__PROVIDED MATERIAL__.
• • • • •
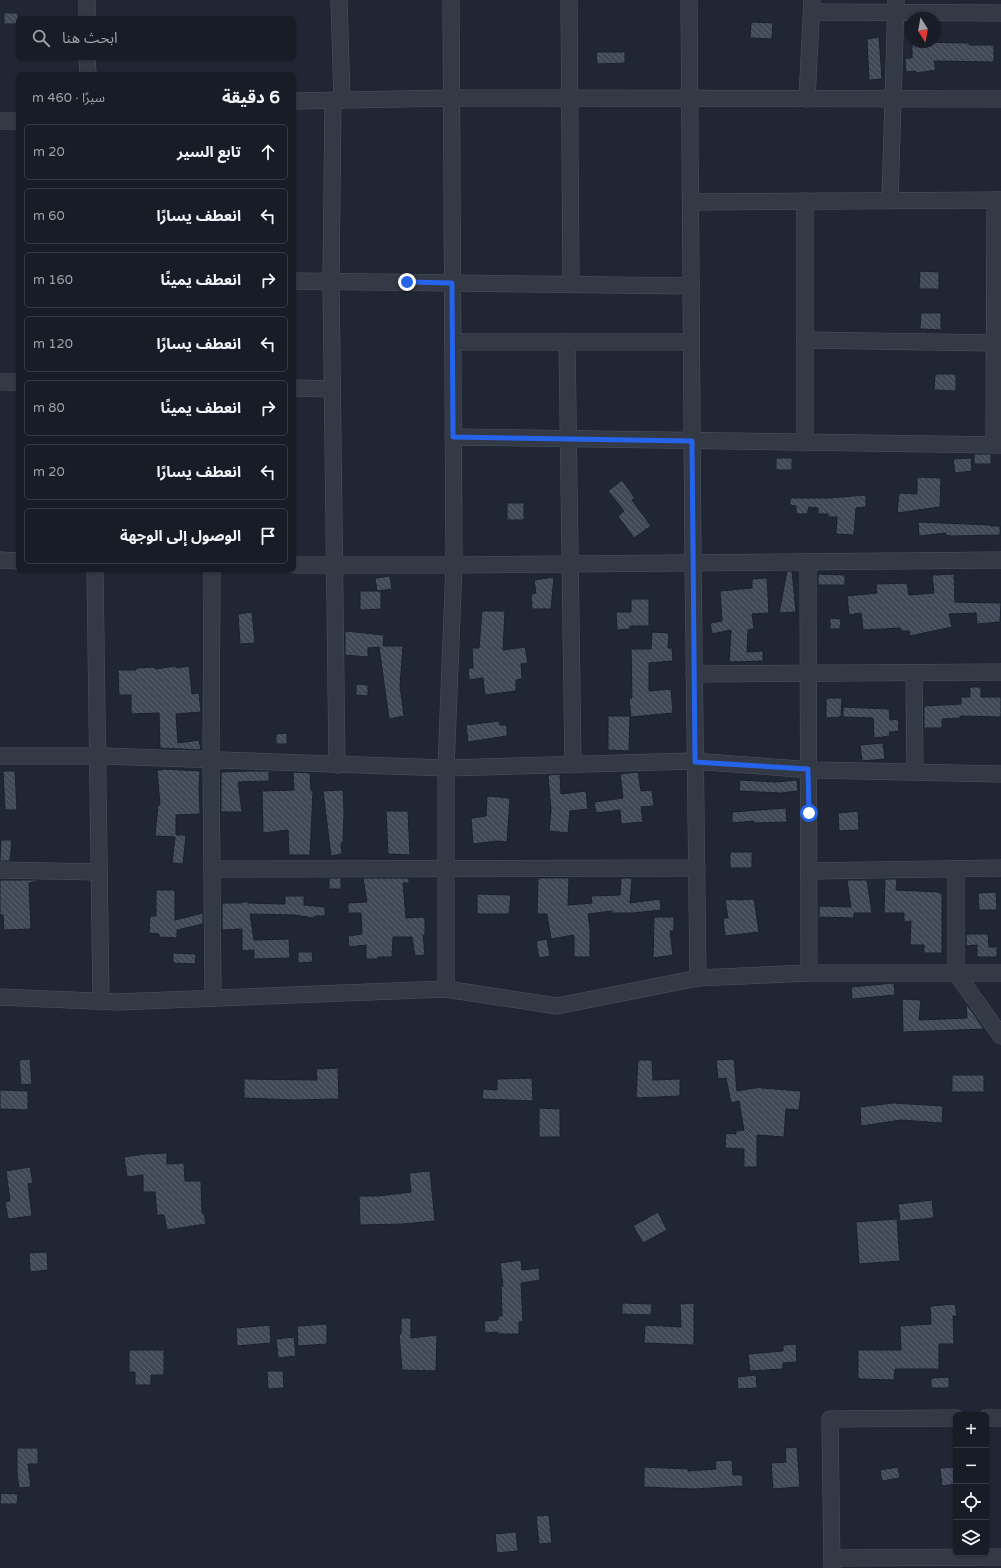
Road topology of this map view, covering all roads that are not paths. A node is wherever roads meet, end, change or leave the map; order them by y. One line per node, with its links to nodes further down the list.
1 (87, 0): 9 (street)
2 (339, 0): 18 (street)
3 (451, 0): 12 (street)
4 (569, 0): 13 (street)
5 (689, 0): 14 (street)
6 (812, 6): 7 (street); 15 (street)
7 (896, 6): 8 (street); 16 (street)
8 (1001, 13)
9 (87, 16)
10 (87, 60): 11 (street)
11 (88, 72)
12 (451, 98): 13 (street); 18 (street); 28 (street)
13 (570, 98): 14 (street); 29 (street)
14 (690, 99): 15 (street); 25 (street)
15 (807, 99): 16 (street)
16 (893, 99): 17 (street); 22 (street)
17 (1001, 99)
18 (337, 100): 19 (street); 27 (street)
19 (296, 101)
20 (0, 121): 21 (street)
21 (16, 121)
22 (890, 200): 23 (street); 24 (street)
23 (998, 200): 35 (street)
24 (805, 201): 25 (street); 31 (street)
25 (691, 202): 30 (street)
26 (296, 281): 27 (street)
27 (331, 282): 28 (street); 39 (street)
28 (452, 283): 29 (street); 32 (street)
29 (571, 284): 30 (street)
30 (691, 286): 34 (street)
31 (805, 340): 35 (street); 43 (street)
32 (453, 342): 33 (street); 40 (street)
33 (567, 342): 34 (street); 41 (street)
34 (691, 342): 42 (street)
35 (994, 343): 44 (street)
36 (0, 382): 37 (street)
37 (16, 382)
38 (296, 388): 39 (street)
39 (332, 389): 52 (street)
40 (453, 437): 41 (street); 53 (street)
41 (568, 439): 42 (street); 50 (street)
42 (692, 441): 43 (street); 49 (street)
43 (805, 442): 44 (street)
44 (997, 445)
45 (0, 560): 47 (street)
46 (1001, 560): 48 (street)
47 (16, 561)
48 (808, 562): 49 (street); 57 (street)
49 (693, 563): 50 (street); 59 (street)
50 (570, 564): 53 (street); 65 (street)
51 (296, 565): 52 (street)
52 (334, 565): 53 (street); 64 (street)
53 (454, 565): 66 (street)
54 (95, 572): 61 (street)
55 (212, 572): 62 (street)
56 (1001, 672): 58 (street)
57 (808, 673): 58 (street); 59 (street); 67 (street)
58 (914, 673): 68 (street)
59 (694, 674): 63 (street)
60 (0, 756): 61 (street)
61 (97, 756): 62 (street); 77 (street)
62 (211, 760): 64 (street); 73 (street)
63 (695, 762): 65 (street); 67 (street); 71 (street)
64 (337, 765): 66 (street)
65 (573, 765): 66 (street)
66 (446, 768): 70 (street)
67 (808, 769): 68 (street); 76 (street)
68 (915, 772): 69 (street)
69 (1001, 774)
70 (446, 868): 71 (street); 73 (street); 82 (street)
71 (697, 868): 81 (street)
72 (1001, 868): 74 (street)
73 (212, 869): 84 (street)
74 (956, 869): 76 (street); 79 (street)
75 (0, 870): 77 (street)
76 (809, 871): 78 (street)
77 (99, 872): 85 (street)
78 (809, 973): 79 (street); 81 (street)
79 (956, 973): 80 (street); 86 (street)
80 (1001, 973)
81 (698, 978): 82 (street)
82 (446, 989): 84 (street)
83 (0, 997): 85 (street)
84 (213, 998): 85 (street)
85 (100, 1002)
86 (1001, 1036)
87 (953, 1418): 91 (street)
88 (989, 1418): 89 (street)
89 (1001, 1418)
90 (1001, 1557): 91 (street)
91 (832, 1563)

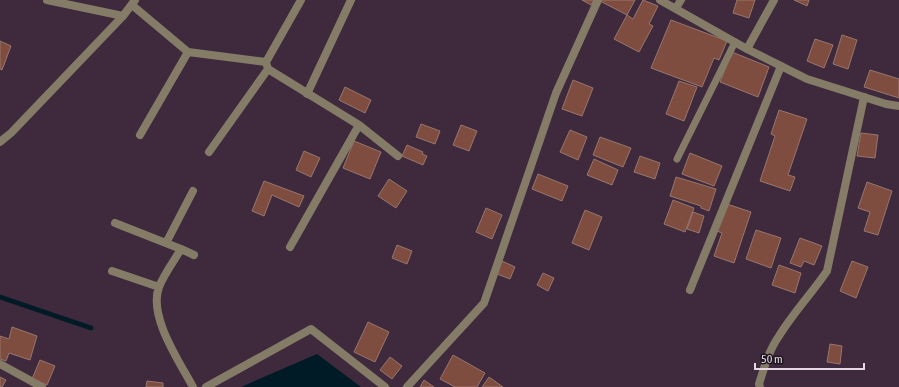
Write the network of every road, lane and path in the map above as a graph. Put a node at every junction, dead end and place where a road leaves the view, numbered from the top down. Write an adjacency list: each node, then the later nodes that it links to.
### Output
1 (47, 0): 10 (street)
2 (301, 0): 14 (street)
3 (351, 0): 16 (street)
4 (598, 0): 39 (street)
5 (660, 0): 9 (street)
6 (681, 0): 9 (street)
7 (774, 0): 12 (street)
8 (134, 2): 10 (street); 13 (street)
9 (676, 8): 11 (street)
10 (123, 16): 21 (street)
11 (735, 42): 12 (street); 24 (lane)
12 (747, 49): 15 (street)
13 (188, 52): 14 (street); 20 (street)
14 (267, 66): 16 (street); 22 (street)
15 (781, 66): 17 (street); 33 (street)
16 (307, 94): 19 (street)
17 (864, 97): 18 (street); 40 (street)
18 (899, 106)
19 (359, 125): 23 (street); 28 (street)
20 (140, 135)
21 (0, 142)
22 (209, 152)
23 (398, 156)
24 (677, 158)
25 (193, 191): 27 (street)
26 (115, 223): 27 (street)
27 (166, 243): 29 (street)
28 (290, 247)
29 (181, 249): 30 (street); 32 (street)
30 (194, 255)
31 (112, 271): 32 (street)
32 (159, 287): 36 (street)
33 (690, 290)
34 (0, 364): 35 (street)
35 (42, 387)
36 (193, 387)
37 (206, 387): 38 (street)
38 (385, 387)
39 (407, 387)
40 (760, 387)

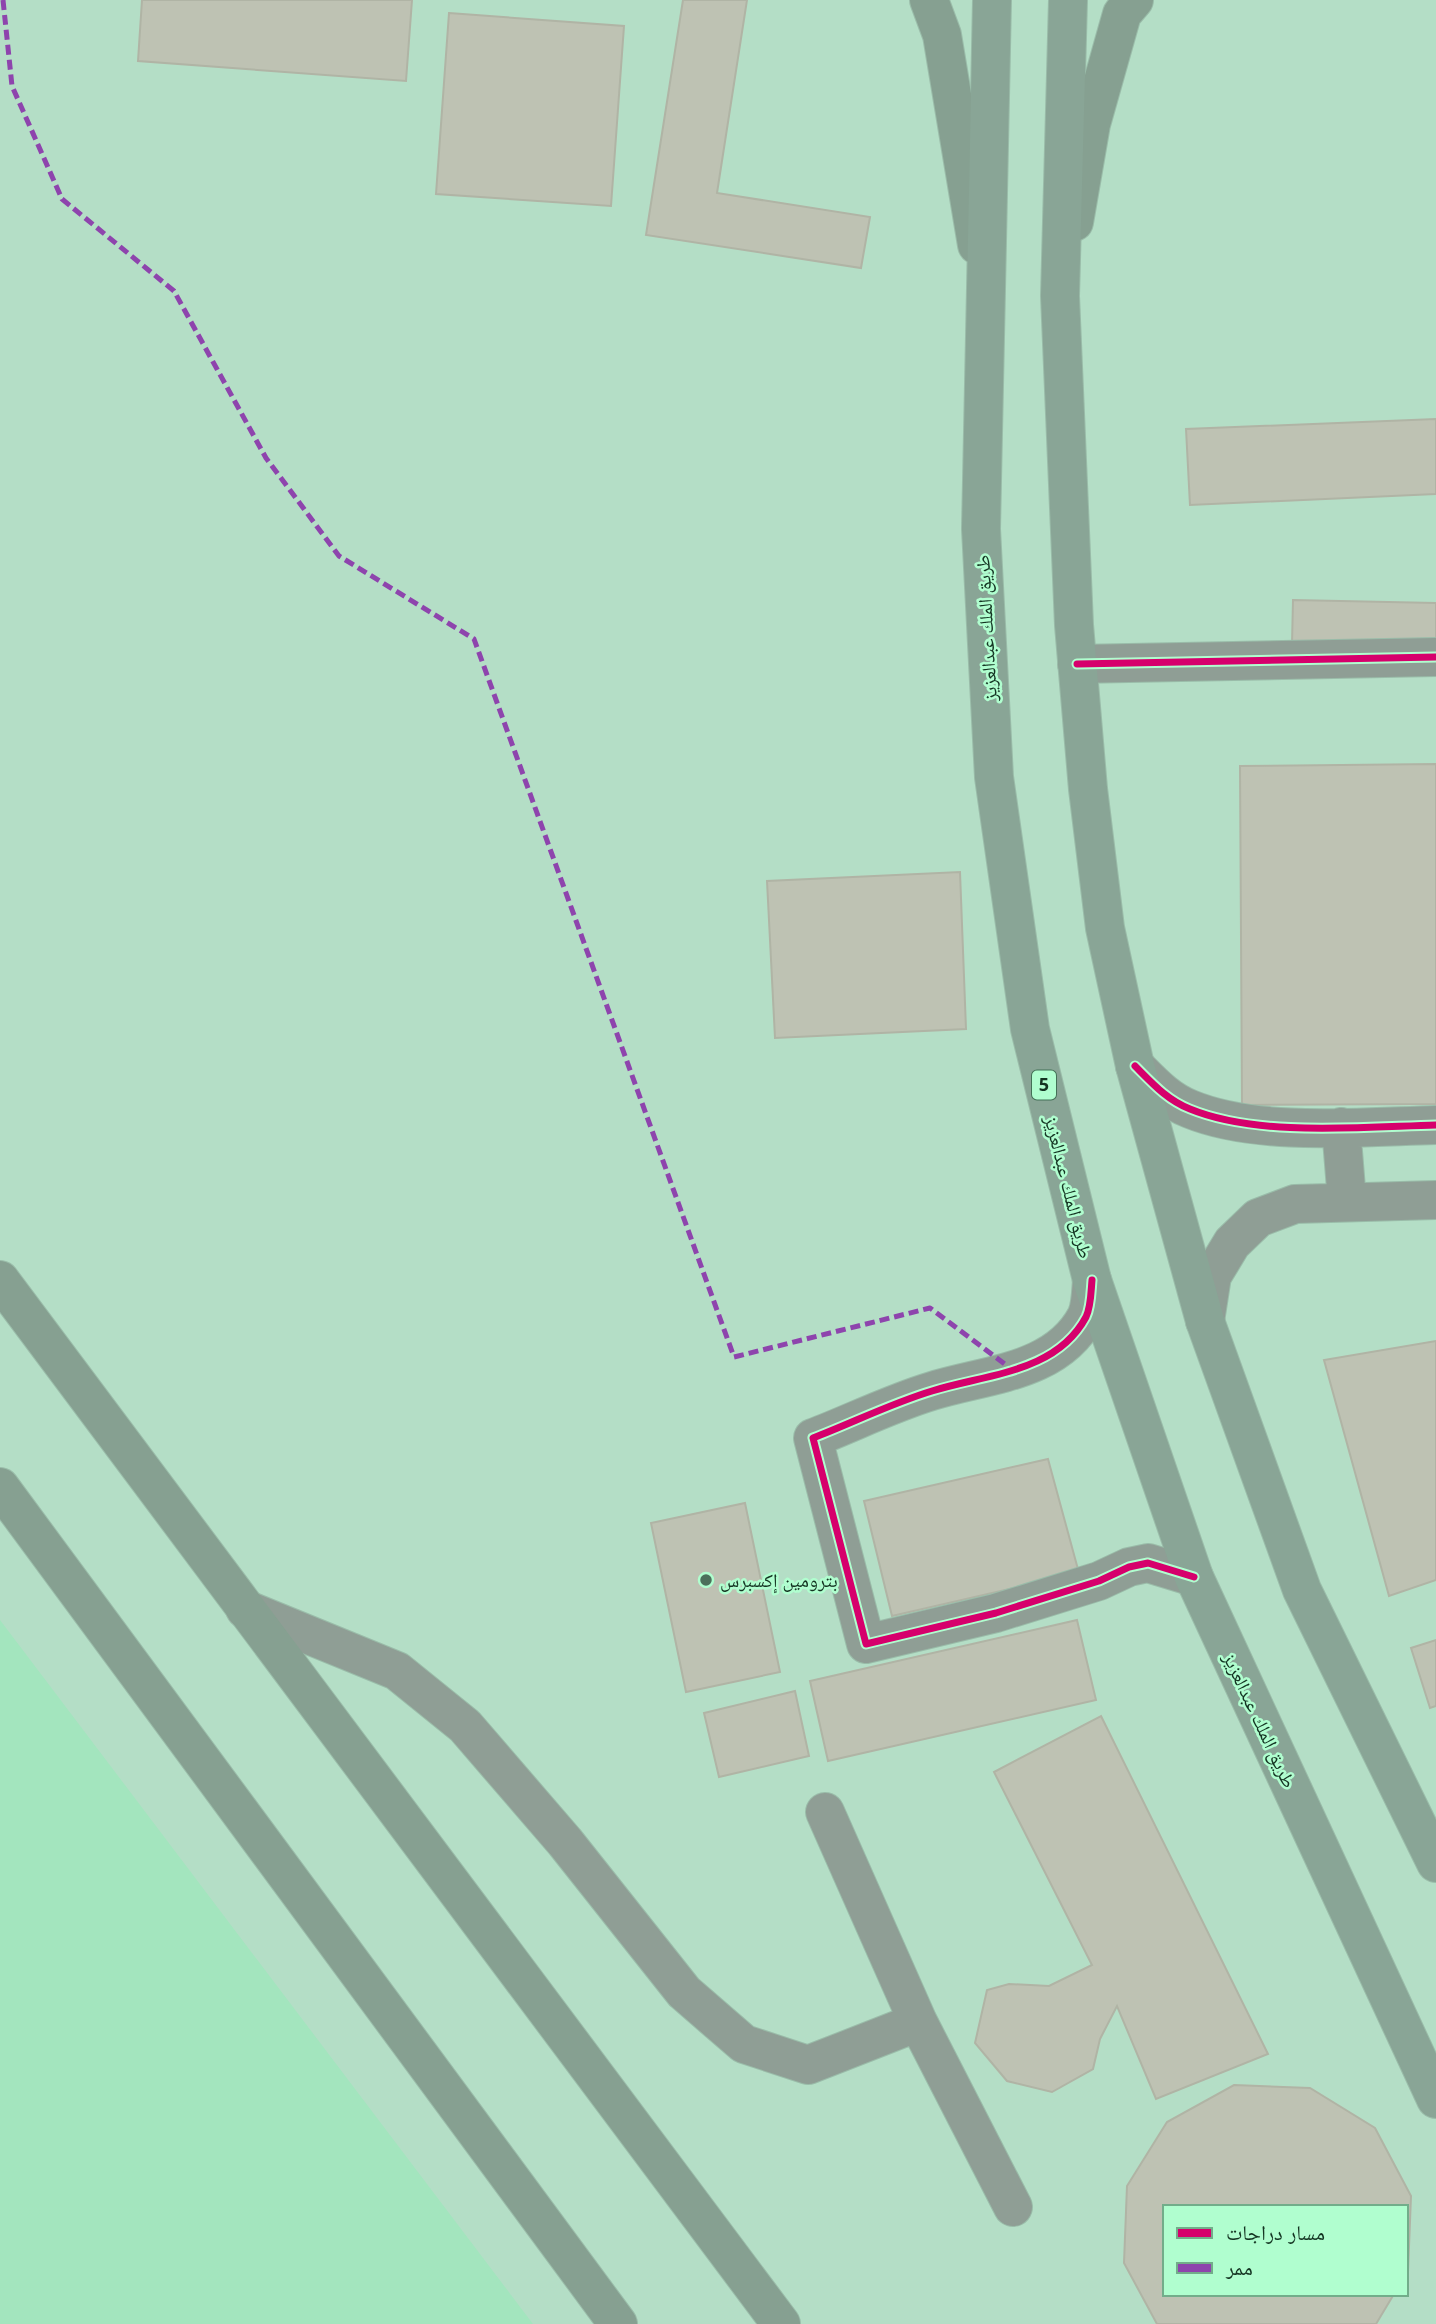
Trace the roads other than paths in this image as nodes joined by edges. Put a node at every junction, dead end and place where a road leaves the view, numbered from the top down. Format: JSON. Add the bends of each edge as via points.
{"nodes":[{"id":1,"x":929,"y":0,"type":"edge"},
{"id":2,"x":992,"y":0,"type":"edge"},
{"id":3,"x":1068,"y":0,"type":"edge"},
{"id":4,"x":1133,"y":0,"type":"edge"},
{"id":5,"x":986,"y":296,"type":"junction"},
{"id":6,"x":1060,"y":296,"type":"junction"},
{"id":7,"x":1436,"y":657,"type":"edge"},
{"id":8,"x":1077,"y":664,"type":"junction"},
{"id":9,"x":1135,"y":1066,"type":"junction"},
{"id":10,"x":1436,"y":1125,"type":"edge"},
{"id":11,"x":1341,"y":1127,"type":"junction"},
{"id":12,"x":1436,"y":1200,"type":"edge"},
{"id":13,"x":1347,"y":1201,"type":"junction"},
{"id":14,"x":0,"y":1280,"type":"edge"},
{"id":15,"x":1092,"y":1280,"type":"junction"},
{"id":16,"x":1205,"y":1321,"type":"junction"},
{"id":17,"x":0,"y":1487,"type":"edge"},
{"id":18,"x":1194,"y":1577,"type":"junction"},
{"id":19,"x":245,"y":1609,"type":"junction"},
{"id":20,"x":825,"y":1812,"type":"dead end"},
{"id":21,"x":1436,"y":1863,"type":"edge"},
{"id":22,"x":918,"y":2022,"type":"junction"},
{"id":23,"x":1436,"y":2099,"type":"edge"},
{"id":24,"x":1013,"y":2207,"type":"dead end"},
{"id":25,"x":618,"y":2324,"type":"edge"},
{"id":26,"x":781,"y":2324,"type":"edge"}],
"edges":[{"from":1,"to":5,"type":"main road","via":[[942,35]]},
{"from":2,"to":5,"type":"highway","name":"طريق الملك عبدالعزيز","number":"5"},
{"from":3,"to":6,"type":"highway"},
{"from":4,"to":6,"type":"main road","via":[[1122,14],[1091,124]]},
{"from":5,"to":15,"type":"highway","name":"طريق الملك عبدالعزيز","number":"5","via":[[981,529],[994,777],[1030,1029]]},
{"from":6,"to":8,"type":"highway"},
{"from":7,"to":8,"type":"street"},
{"from":8,"to":9,"type":"highway","via":[[1105,928]]},
{"from":9,"to":11,"type":"street","via":[[1161,1092],[1188,1109],[1216,1118],[1261,1126]]},
{"from":9,"to":16,"type":"highway"},
{"from":10,"to":11,"type":"street"},
{"from":11,"to":13,"type":"street"},
{"from":12,"to":13,"type":"street"},
{"from":13,"to":16,"type":"street","via":[[1295,1205],[1258,1218],[1232,1243],[1212,1276]]},
{"from":14,"to":19,"type":"main road"},
{"from":15,"to":18,"type":"highway","name":"طريق الملك عبدالعزيز","number":"5"},
{"from":15,"to":18,"type":"street","via":[[1088,1314],[1072,1338],[1040,1360],[931,1391],[813,1438],[866,1644],[996,1613],[1148,1563]]},
{"from":16,"to":21,"type":"highway","via":[[1302,1590]]},
{"from":17,"to":25,"type":"main road"},
{"from":18,"to":23,"type":"highway","name":"طريق الملك عبدالعزيز","number":"5"},
{"from":19,"to":22,"type":"street","via":[[397,1671],[465,1726],[684,1992],[744,2044],[808,2065]]},
{"from":19,"to":26,"type":"main road"},
{"from":20,"to":22,"type":"street"},
{"from":22,"to":24,"type":"street"}]}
• • • • •
__WHAT THE TASK ASKS__.
Your task is to gather all lines from the entries above that hold the word "links".

__EXPECTED ANSWER__.
Road topology of this map view, covering all roads that are not paths. A node is wherever roads meet, end, change or leave the map; order them by y. One line per node, with its links to nodes further down the list.
Write the network of every road, lane and path in the map above as a graph. Put a node at every junction, dead end and place where a road leaves the view, numbered from the top down. Write an adjacency list: each node, then the later nodes that it links to.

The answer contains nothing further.